What Happens to a Nursing Home Chain When Private Equity Takes Over? A Longitudinal Case Study


We analyzed what happens to a nursing home chain when private equity takes over, with regard to strategy, financial performance, and resident well-being. We conducted a longitudinal (2000-2012) case study of a large nursing home chain that triangulated qualitative and quantitative data from 5 different data sources. Results show that private equity owners continued and reinforced several strategies that were already put in place before the takeover, including a focus on keeping staffing levels low; the new owners added restructuring, rebranding, and investment strategies such as establishing new companies, where the nursing home chain served as an essential “launch customer.”

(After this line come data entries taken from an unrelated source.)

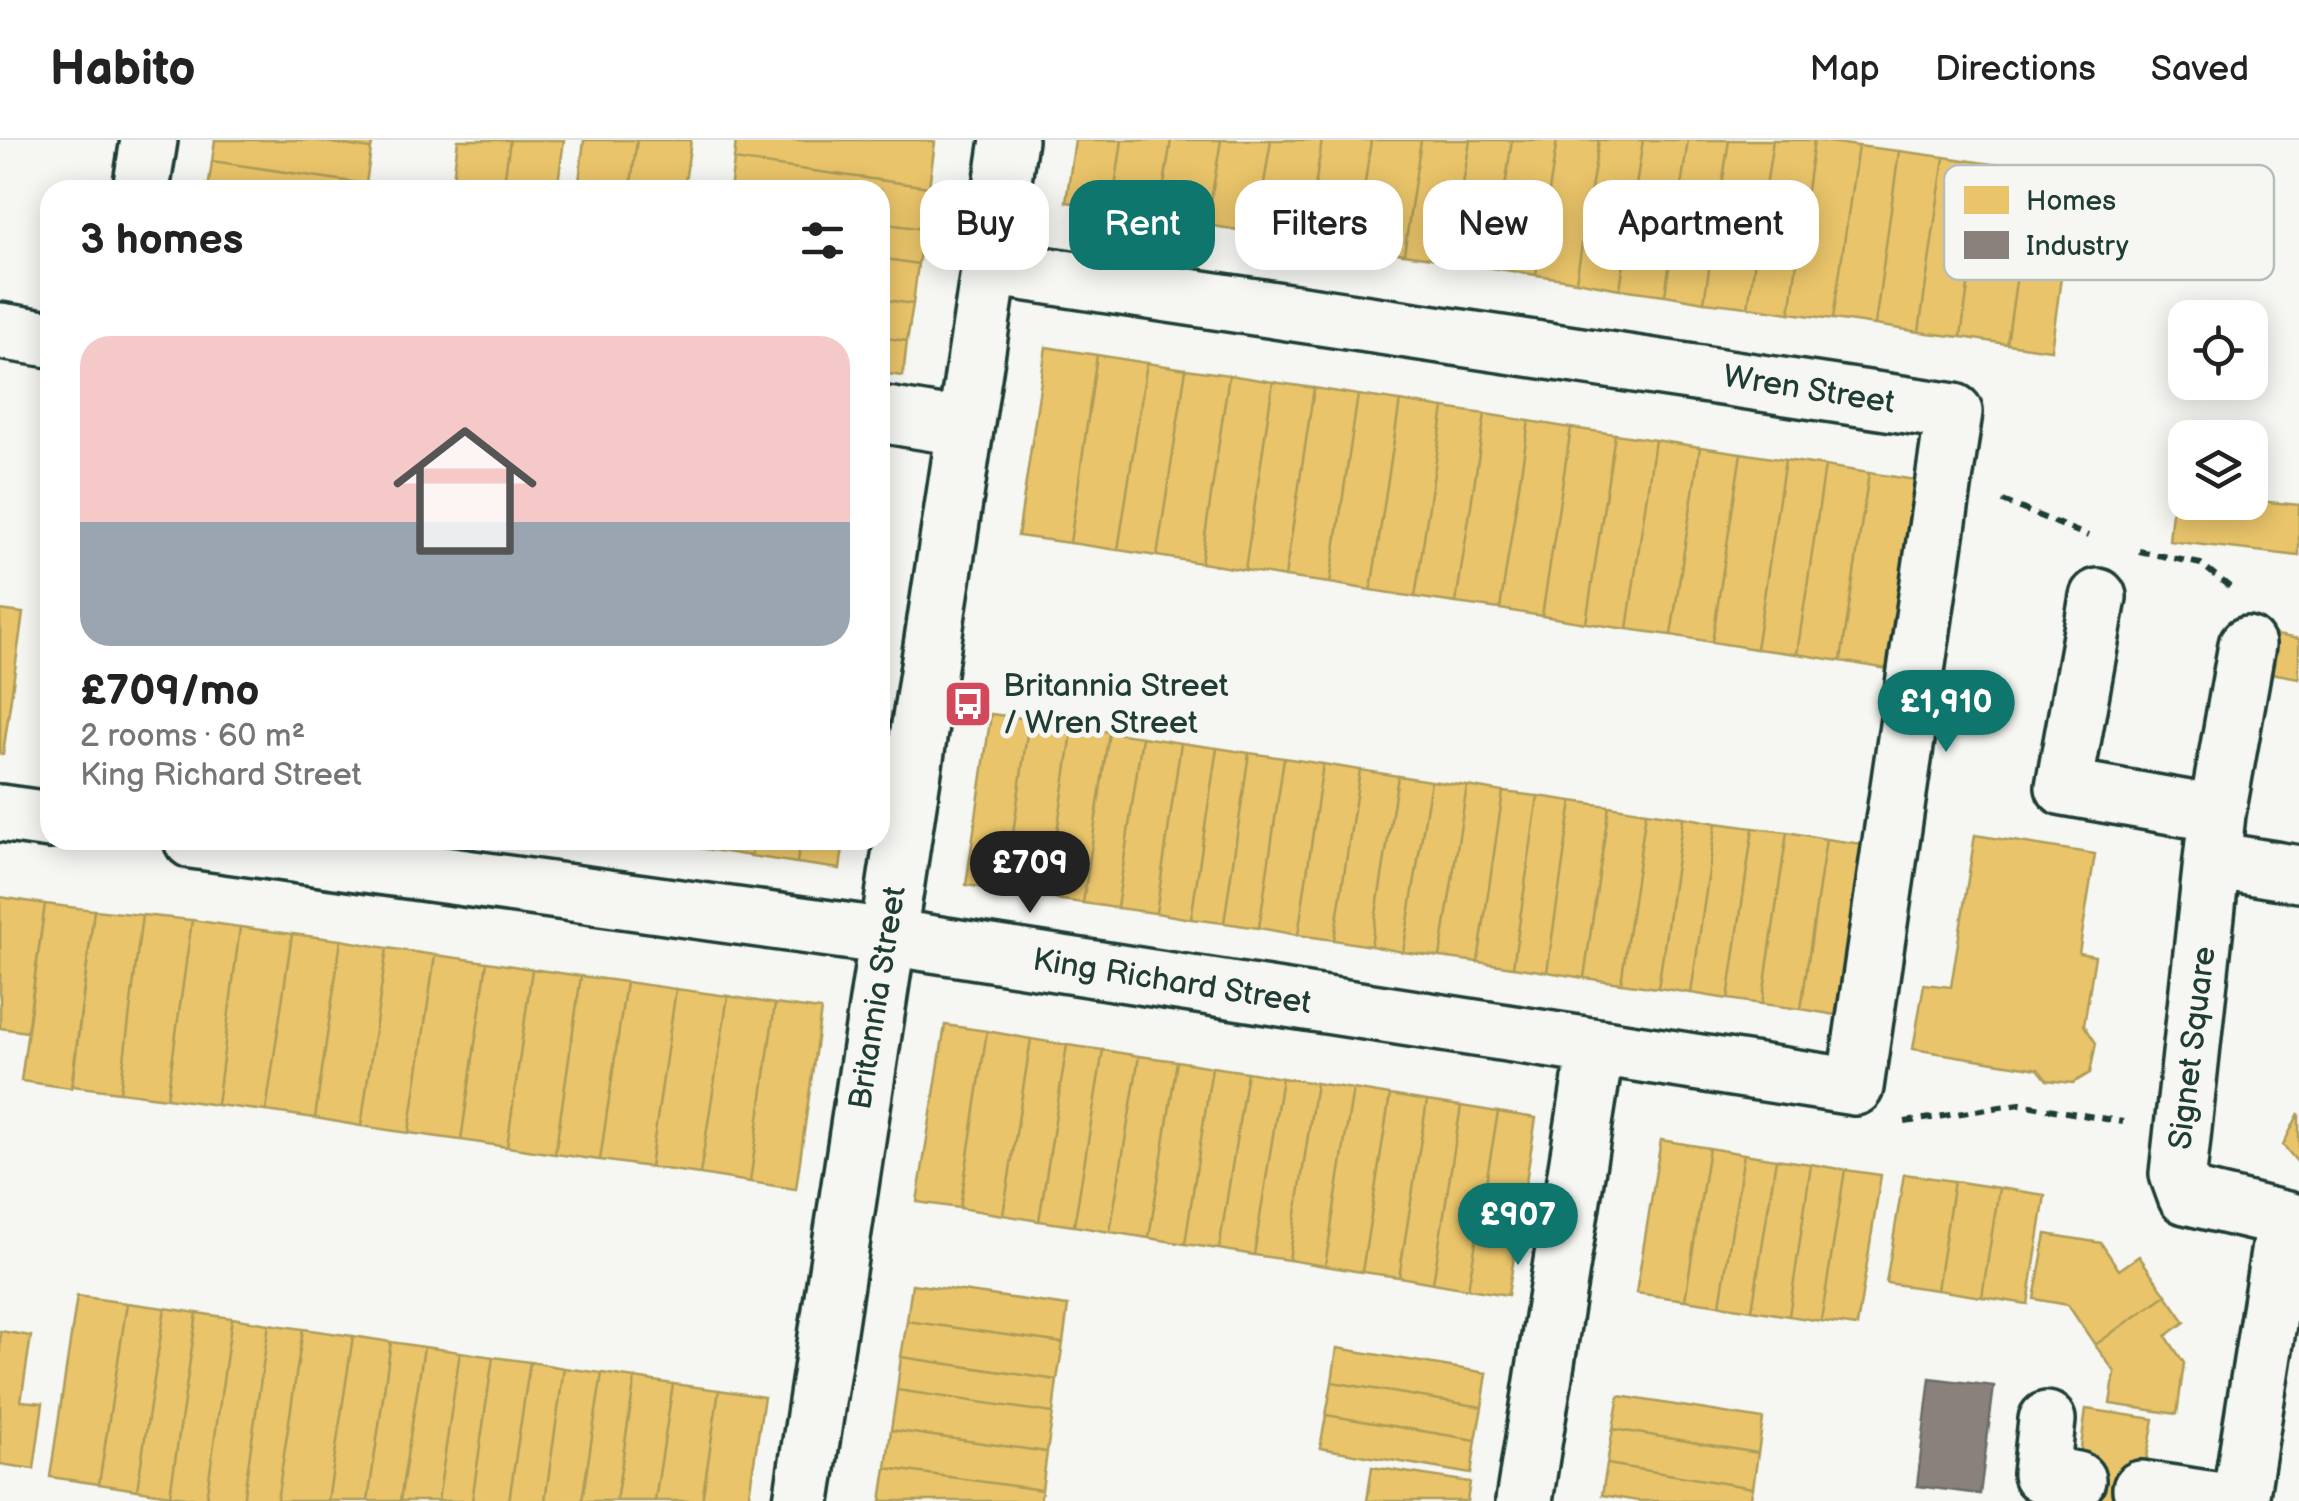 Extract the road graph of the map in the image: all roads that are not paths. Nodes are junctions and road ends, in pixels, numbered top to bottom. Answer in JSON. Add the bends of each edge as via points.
{"nodes":[{"id":1,"x":149,"y":140,"type":"edge"},
{"id":2,"x":1009,"y":140,"type":"edge"},
{"id":3,"x":143,"y":180,"type":"edge"},
{"id":4,"x":1003,"y":180,"type":"edge"},
{"id":5,"x":989,"y":270,"type":"edge"},
{"id":6,"x":1009,"y":270,"type":"edge"},
{"id":7,"x":0,"y":332,"type":"edge"},
{"id":8,"x":40,"y":338,"type":"edge"},
{"id":9,"x":890,"y":416,"type":"edge"},
{"id":10,"x":965,"y":428,"type":"junction"},
{"id":11,"x":2098,"y":597,"type":"dead end"},
{"id":12,"x":2247,"y":645,"type":"dead end"},
{"id":13,"x":2215,"y":837,"type":"junction"},
{"id":14,"x":264,"y":850,"type":"edge"},
{"id":15,"x":2299,"y":874,"type":"edge"},
{"id":16,"x":888,"y":937,"type":"junction"},
{"id":17,"x":1596,"y":1048,"type":"junction"},
{"id":18,"x":1854,"y":1086,"type":"joint"},
{"id":19,"x":2292,"y":1222,"type":"edge"},
{"id":20,"x":2047,"y":1420,"type":"dead end"},
{"id":21,"x":2077,"y":1480,"type":"dead end"},
{"id":22,"x":2140,"y":1489,"type":"dead end"},
{"id":23,"x":802,"y":1501,"type":"edge"},
{"id":24,"x":1524,"y":1501,"type":"edge"},
{"id":25,"x":2220,"y":1501,"type":"edge"},
{"id":26,"x":2240,"y":1501,"type":"edge"}],
"edges":[{"from":1,"to":3,"type":"street"},
{"from":2,"to":4,"type":"street","name":"Britannia Street"},
{"from":5,"to":10,"type":"street","name":"Britannia Street"},
{"from":6,"to":18,"type":"street","name":"Wren Street","via":[[1954,412]]},
{"from":7,"to":8,"type":"street"},
{"from":9,"to":10,"type":"street"},
{"from":10,"to":16,"type":"street","name":"Britannia Street"},
{"from":11,"to":13,"type":"street","via":[[2064,787]]},
{"from":12,"to":13,"type":"street","name":"Signet Square"},
{"from":13,"to":15,"type":"street"},
{"from":13,"to":19,"type":"street","name":"Signet Square","via":[[2178,1174],[2186,1196]]},
{"from":14,"to":16,"type":"street","name":"King Richard Street"},
{"from":16,"to":17,"type":"street","name":"King Richard Street"},
{"from":16,"to":23,"type":"street","name":"Britannia Street"},
{"from":17,"to":18,"type":"street","name":"King Richard Street"},
{"from":17,"to":24,"type":"street"},
{"from":19,"to":26,"type":"street","name":"Signet Square"},
{"from":20,"to":21,"type":"street","via":[[2040,1474]]},
{"from":22,"to":25,"type":"street"}]}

nursing homes, private equity, strategy, staffing, care quality


Private equity firms own and trade unlisted, private companies. A central investment strategy of private equity firms is the leveraged buyout (LBO), which is characterized by high leverage, large management ownership, and active corporate governance.1 In an LBO, the private equity firm creates a fund that obtains capital commitments from investors such as pension plans, insurance companies, and individuals. Using the fund’s capital, along with a loan commitment on behalf of the fund, the private equity firm acquires a so-called portfolio company and holds the portfolio company for approximately 3 to 7 years.2 During this period, it seeks to increase the value of the company, to realize a profit when it sells the company. The profits in case of such an “exit” are distributed among the fund investors and the private equity firm.3

In the past 2 decades, private equity interventions have been the issue of several public debates. Private equity opponents argue that the increased leverage in LBOs make firms short-term oriented. In addition, buyouts would often result in a redistribution of wealth from employees to investors.1,4-6 In contrast, proponents argue that the organizational changes in LBOs improve manager’s incentives to maximize value, leading to improved company performance.1

Since the 1990s, private equity firms regard the health care sector as an attractive investment area.7 The health care sector captures approximately 10% of the private equity deal activity worldwide, with providers and related services as the most popular sub sector (nearly 50% of the total health care deal volume). Providers and related services include large “healthcare-heavy assets,” the label private equity firms apply to “assets with meaningful exposure to reimbursement risk.”8 The involvement of private equity firms in health services fits into the global movement toward involving the private sector to attract capital and to deliver health services.9 Private equity in health services is most visible in the US nursing home industry, where 4 out of the 10 largest forprofit nursing home chains were purchased by a private equity firm in the 2003-2008 period.10 Moreover, in countries such as Canada, Norway, Sweden, and the United Kingdom, large for-profit nursing home chains are increasingly owned by private equity investors.11 It is therefore very relevant to study private equity in nursing homes.